Institutional and retail investors can provide capital for private equity investments, and this capital can be leveraged to finance new technology, make acquisitions, increase working capital, and to make balance sheets more healthy.
Here are some of the most expensive private equity investments.
Keurig Dr Pepper
Keurig Green Mountain, now Keurig Dr Pepper, the PE-backed beverage business known for its avidly popular coffee maker, completed a buyout to purchase soft drink giant Dr Pepper Snapple for more than $21 billion, creating a beverage conglomerate with some $11 billion in annual revenue and putting popular brands such as 7UP, Snapple and Canada Dry under the same private equity umbrella.
This is an example of leveraged buyout. Once this type of deal is finalised the purchased company is moved to the PE balance sheet. This provides some tax benefits. This type of buyout has a number of benefits.
Toshiba memory chip unit
It took more than eight months to complete thanks to a series of regulatory hurdles imposed by the Chinese government, but Bain Capital eventually completed its deal to buy the memory chip unit of Toshiba for 2 trillion yen (about $18 billion). The Boston-based buyout shop teamed up with Apple, Dell, chipmaker SK Hynix and others, with Toshiba retaining a 40% stake in the business.
There are other types of PE-funds, buyouts are just the most common.

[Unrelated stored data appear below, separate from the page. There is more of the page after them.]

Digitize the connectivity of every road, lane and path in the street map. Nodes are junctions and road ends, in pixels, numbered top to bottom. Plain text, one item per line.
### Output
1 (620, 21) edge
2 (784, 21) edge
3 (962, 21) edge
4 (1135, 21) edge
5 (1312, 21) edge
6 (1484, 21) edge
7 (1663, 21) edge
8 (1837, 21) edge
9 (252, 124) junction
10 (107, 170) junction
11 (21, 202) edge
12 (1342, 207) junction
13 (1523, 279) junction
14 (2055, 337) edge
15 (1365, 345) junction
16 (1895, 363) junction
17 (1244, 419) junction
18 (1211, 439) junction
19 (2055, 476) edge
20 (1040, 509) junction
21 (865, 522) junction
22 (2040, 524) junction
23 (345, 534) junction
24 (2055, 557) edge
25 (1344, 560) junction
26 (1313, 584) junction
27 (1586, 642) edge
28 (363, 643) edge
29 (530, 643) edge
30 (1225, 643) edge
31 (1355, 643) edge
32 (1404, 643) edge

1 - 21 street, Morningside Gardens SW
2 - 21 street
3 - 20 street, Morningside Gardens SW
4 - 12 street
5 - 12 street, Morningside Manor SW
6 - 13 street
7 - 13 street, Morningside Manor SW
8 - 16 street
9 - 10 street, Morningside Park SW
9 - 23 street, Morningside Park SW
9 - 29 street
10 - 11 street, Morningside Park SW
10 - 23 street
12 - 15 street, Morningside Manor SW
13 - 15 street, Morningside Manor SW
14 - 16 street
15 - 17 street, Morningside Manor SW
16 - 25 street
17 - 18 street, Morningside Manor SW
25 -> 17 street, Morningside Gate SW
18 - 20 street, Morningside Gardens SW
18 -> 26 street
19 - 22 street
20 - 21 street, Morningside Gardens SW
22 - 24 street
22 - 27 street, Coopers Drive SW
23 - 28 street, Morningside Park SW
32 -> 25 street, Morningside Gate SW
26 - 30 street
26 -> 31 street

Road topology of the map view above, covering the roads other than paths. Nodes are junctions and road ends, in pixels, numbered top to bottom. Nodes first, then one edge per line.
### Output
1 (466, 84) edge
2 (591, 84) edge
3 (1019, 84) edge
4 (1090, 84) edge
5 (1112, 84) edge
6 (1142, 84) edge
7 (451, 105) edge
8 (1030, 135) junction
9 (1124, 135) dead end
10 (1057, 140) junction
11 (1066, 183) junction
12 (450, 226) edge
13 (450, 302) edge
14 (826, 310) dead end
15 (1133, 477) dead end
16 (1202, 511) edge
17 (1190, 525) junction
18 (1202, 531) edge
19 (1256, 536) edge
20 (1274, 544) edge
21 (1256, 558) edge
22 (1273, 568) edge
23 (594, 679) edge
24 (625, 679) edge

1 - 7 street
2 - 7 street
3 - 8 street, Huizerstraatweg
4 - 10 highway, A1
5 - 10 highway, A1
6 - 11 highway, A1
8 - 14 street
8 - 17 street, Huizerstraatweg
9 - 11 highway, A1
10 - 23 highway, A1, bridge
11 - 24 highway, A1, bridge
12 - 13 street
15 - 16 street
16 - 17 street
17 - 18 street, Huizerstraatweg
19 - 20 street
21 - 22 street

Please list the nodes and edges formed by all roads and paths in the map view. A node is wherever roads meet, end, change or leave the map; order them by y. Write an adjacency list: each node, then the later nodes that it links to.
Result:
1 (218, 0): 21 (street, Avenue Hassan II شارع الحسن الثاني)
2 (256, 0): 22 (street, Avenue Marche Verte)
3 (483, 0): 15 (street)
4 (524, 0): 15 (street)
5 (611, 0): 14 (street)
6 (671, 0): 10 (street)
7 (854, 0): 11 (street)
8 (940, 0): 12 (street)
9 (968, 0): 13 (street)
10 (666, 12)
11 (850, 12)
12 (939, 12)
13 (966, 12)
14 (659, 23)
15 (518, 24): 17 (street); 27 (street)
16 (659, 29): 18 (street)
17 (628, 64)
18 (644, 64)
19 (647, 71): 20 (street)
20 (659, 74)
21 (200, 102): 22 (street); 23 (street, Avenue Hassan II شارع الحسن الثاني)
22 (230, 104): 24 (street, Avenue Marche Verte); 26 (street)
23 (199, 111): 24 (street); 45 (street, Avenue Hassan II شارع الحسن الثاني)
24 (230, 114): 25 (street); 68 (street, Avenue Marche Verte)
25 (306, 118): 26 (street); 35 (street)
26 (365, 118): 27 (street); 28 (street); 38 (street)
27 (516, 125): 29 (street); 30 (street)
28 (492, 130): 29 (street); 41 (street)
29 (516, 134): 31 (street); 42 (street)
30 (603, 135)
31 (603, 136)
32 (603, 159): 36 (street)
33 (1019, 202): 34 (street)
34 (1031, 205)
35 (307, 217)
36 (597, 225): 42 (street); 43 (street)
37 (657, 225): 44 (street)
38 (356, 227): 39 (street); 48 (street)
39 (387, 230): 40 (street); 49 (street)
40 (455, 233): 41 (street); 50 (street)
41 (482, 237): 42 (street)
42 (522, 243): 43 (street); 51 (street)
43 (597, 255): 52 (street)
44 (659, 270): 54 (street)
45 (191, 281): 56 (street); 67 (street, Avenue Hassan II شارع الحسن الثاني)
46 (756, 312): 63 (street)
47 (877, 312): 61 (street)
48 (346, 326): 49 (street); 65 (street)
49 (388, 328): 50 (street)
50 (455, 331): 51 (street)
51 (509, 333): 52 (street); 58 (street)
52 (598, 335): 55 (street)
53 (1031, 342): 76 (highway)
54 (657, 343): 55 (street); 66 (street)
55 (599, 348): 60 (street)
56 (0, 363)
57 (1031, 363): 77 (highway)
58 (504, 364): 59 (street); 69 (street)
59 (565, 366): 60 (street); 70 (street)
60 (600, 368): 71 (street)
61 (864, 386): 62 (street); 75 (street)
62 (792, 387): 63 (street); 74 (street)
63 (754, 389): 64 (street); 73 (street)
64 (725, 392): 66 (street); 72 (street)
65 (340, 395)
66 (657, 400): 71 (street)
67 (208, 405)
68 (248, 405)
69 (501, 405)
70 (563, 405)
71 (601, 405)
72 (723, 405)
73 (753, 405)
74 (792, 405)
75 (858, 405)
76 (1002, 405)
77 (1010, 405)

Venture capital funding is a unique type of private equity, in which investors (aka angels) provide capital to entrepreneurs.Depending on the stage at which it is provided, venture capital can take several forms.
- Seed financing refers to the capital provided by an investor to scale an idea from a prototype to a product or service.
- Early stage financing can help an entrepreneur grow a company further.
- Series A financing enables them to actively compete in a market or create one.
Real Estate Private Equity:
Real Estate Private Equity: During the post financial crisis in 2008, when the market had crashed the real estate prices, there was a huge surge in this type of funding. Normally areas where PE-Funds are used are commercial real-estate and real-estate investment trusts (REIT).
These deals are only possible with the consultation of private equity lawyers such as Goodwin Law.
These investments are still growing year on year but they require higher minimum capital for investment as compared to other funding categories in private equity.